My parents, friends, coworkers/employers, and stockbroker had all had their laughs about me traveling to China ranging from marrying a Chinese girl to joining the communist party to getting kicked out of the country within a week. My response to them would be that I would be more likely to end up in Vietnam somehow, sitting at a wooden table with a black revolver in front of me as a crowd of men chant for me to pull the trigger. Sadly, only a few people caught on to the Michael Chimino joke I was making.

Though at a point, I was half tempted to take a photo with me and another man at the Toronto airport and tell my parents that me and a man named ‘Phillipe’ fell in love and were going away to Montreal to elope. But something told me that they would quickly catch onto the joke.

I prepared for bed, my mind immediately thinking of what I would have to do tomorrow now that I was in the country. Visit Best Learning, learn the area, buy a prepaid burner with a usable SIM card, drop the bastards at Verizon, the list just kept growing. I still thought about what was going to happen with the visa.  There was no way I could work under the table as an undocumented worker without someone catching on eventually. It made me think, did Sally and Brian know about this too or was it all a game for two between Anita and me? A quilt of lies brought me here and it was going to take a lot to break free of it.

Before going to bed, someone slipped two business cards under my door, both of them covered with scantily clad women offering massages with one hundred RMB or yuan, roughly fifteen dollars and thirty three cents, off if I gave them the card. I let out a light smirk and thought to myself, I can still get some fun in this town[6].

[1] Author’s Note: Considering the different flavors of ice cream that Ben and Jerry’s have made over the years including ‘Scweddy Balls’ and ‘Miz Jelena’s Sweet Potato Pie’, I would not be surprised if there was a ‘Johnny Walker’ flavor coming out in 2017.

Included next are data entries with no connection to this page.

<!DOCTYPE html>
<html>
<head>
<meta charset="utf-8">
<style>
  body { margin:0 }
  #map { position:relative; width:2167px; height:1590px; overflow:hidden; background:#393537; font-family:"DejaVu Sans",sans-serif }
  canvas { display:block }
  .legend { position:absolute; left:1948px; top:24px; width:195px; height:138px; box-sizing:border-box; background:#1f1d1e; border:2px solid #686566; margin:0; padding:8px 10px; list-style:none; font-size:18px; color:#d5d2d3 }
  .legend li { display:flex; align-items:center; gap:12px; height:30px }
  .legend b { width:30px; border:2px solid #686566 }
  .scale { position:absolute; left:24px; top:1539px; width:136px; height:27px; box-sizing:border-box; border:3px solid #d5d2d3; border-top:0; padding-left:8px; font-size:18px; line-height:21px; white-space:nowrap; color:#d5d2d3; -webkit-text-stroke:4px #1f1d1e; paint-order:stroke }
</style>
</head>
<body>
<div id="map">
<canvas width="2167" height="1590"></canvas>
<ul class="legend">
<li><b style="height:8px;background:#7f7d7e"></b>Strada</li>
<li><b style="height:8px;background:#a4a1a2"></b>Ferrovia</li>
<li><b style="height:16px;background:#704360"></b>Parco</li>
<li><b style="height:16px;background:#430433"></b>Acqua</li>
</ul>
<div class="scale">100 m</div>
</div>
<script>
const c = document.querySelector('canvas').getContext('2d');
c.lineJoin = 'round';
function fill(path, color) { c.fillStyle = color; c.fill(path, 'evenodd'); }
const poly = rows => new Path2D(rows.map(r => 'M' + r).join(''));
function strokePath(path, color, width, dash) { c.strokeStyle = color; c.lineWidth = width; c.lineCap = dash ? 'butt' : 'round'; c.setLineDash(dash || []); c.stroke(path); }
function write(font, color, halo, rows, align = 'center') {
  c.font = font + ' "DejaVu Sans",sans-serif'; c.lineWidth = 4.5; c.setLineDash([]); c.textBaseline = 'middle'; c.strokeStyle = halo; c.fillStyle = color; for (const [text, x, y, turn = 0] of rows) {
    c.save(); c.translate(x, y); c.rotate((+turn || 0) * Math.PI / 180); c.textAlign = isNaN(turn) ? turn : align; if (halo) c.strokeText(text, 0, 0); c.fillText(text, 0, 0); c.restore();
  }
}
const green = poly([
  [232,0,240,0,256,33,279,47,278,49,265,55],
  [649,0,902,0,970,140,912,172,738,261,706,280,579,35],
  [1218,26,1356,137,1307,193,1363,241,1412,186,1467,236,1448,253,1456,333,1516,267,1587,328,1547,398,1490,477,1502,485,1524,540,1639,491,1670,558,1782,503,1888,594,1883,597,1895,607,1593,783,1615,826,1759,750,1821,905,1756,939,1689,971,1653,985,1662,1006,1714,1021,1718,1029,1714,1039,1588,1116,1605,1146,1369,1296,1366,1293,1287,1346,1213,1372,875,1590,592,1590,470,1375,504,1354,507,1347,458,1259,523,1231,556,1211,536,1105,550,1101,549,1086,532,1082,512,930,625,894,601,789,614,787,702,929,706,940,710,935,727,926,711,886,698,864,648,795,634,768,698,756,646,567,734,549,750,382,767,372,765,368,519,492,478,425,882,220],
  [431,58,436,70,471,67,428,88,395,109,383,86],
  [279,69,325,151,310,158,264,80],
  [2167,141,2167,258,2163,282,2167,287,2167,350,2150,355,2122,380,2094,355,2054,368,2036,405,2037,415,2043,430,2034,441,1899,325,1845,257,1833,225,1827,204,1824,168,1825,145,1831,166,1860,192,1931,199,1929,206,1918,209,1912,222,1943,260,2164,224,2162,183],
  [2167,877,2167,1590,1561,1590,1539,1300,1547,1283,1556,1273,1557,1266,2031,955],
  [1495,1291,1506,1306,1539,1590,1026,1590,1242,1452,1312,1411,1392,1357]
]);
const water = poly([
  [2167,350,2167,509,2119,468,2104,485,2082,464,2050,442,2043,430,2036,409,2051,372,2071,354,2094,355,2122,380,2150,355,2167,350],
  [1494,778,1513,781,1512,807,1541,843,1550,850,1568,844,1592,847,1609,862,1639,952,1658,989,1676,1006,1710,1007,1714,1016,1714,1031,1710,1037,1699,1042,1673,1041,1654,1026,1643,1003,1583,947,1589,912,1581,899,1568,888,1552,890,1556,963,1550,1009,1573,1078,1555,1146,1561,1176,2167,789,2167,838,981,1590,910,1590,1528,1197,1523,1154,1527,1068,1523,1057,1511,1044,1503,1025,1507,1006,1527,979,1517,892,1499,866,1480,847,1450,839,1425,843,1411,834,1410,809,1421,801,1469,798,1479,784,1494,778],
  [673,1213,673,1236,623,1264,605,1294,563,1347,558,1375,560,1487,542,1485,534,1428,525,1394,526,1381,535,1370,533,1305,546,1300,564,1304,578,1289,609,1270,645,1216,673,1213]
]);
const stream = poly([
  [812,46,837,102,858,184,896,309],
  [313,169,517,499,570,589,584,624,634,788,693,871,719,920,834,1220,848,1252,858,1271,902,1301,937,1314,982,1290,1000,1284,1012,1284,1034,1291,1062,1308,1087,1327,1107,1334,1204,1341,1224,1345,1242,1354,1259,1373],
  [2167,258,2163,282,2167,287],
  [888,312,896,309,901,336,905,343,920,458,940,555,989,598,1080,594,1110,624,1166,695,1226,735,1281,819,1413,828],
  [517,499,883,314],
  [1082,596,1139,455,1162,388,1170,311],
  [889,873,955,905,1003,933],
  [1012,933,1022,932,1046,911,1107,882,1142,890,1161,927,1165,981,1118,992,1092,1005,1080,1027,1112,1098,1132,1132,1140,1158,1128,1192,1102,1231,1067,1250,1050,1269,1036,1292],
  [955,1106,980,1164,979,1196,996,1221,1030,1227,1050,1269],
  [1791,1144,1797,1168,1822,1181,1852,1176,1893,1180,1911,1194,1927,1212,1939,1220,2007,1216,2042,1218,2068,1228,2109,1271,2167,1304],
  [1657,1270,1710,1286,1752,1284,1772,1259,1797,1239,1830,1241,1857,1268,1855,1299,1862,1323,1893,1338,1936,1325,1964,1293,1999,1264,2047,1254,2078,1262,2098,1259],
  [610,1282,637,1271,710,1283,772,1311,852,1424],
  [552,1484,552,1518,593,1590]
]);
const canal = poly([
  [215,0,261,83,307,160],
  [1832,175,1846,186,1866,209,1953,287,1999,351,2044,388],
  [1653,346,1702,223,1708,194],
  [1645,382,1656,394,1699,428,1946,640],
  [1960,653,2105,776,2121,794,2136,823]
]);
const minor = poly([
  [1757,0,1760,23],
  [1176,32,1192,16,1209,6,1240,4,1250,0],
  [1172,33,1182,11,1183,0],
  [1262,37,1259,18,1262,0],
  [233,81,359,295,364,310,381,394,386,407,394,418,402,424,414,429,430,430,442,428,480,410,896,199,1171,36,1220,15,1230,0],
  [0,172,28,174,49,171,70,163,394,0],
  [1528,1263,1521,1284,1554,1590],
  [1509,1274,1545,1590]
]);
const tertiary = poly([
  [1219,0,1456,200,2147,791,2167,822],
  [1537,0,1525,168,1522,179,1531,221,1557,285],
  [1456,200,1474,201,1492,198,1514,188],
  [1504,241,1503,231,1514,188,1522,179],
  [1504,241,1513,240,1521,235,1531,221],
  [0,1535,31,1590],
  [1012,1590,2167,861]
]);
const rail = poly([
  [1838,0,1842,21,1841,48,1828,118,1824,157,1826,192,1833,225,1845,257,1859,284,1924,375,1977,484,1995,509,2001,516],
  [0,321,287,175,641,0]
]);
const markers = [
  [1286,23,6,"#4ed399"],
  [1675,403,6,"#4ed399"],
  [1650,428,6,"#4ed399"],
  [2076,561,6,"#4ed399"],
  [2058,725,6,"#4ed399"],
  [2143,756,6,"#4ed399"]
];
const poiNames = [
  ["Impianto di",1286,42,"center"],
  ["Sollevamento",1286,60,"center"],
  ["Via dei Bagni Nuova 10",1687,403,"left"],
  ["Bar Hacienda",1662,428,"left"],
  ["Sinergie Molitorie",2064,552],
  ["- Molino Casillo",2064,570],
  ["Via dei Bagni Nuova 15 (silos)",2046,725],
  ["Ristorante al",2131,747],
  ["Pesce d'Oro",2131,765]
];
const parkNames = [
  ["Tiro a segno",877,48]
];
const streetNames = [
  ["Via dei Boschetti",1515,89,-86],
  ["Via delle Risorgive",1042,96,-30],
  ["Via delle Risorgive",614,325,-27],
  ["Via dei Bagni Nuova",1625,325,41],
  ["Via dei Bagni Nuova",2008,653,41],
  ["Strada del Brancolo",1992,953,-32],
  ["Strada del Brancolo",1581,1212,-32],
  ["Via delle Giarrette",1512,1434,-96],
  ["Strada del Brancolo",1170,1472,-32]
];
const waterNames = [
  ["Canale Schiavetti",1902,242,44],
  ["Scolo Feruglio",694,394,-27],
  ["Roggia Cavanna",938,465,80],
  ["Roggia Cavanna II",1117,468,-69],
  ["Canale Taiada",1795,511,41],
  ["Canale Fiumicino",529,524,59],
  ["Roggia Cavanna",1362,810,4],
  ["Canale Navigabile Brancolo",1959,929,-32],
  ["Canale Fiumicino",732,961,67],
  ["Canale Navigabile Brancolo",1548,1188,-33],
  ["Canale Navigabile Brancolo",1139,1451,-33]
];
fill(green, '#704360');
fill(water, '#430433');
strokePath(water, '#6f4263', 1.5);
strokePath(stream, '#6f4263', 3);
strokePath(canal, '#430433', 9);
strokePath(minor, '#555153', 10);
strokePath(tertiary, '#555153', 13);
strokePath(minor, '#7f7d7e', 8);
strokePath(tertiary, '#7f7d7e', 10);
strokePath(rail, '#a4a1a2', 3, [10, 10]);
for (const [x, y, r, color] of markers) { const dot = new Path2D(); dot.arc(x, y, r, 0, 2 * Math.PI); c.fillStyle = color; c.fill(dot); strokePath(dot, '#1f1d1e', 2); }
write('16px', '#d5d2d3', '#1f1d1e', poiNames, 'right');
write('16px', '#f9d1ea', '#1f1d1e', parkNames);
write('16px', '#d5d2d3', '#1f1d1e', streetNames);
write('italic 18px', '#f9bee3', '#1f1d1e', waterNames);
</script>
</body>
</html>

[2] Author’s note: Do not attempt to inject any stimulant directly into your bloodstream. It will end badly for you.

[3] Fair Warning: The author does like to trail off from time to time. He is easily distract….oh, someone left doughnuts in the office.

[4] Author’s Note: This went into effect in late December 2015.

[5] Curiously enough, I have not heard any form of Chinese Metal music for quite some time in China. Pop, muzak covers of classic rock and EDM seemed to reign here.

[6] *See Figure 1.

1 Comment

Filed under Book Samples, Updates

One response to “Book Sample: An American in China

  1. Yo, this is an absolute KILLER preview. So much detail…good detail, though, not tedious detail. And something about the dry-observational-humor tone really draws me in. I’d read the shit outta this book.

    Hope everything is going well in China and that you continue to remain incarcerated! I look forward to the rest of the book!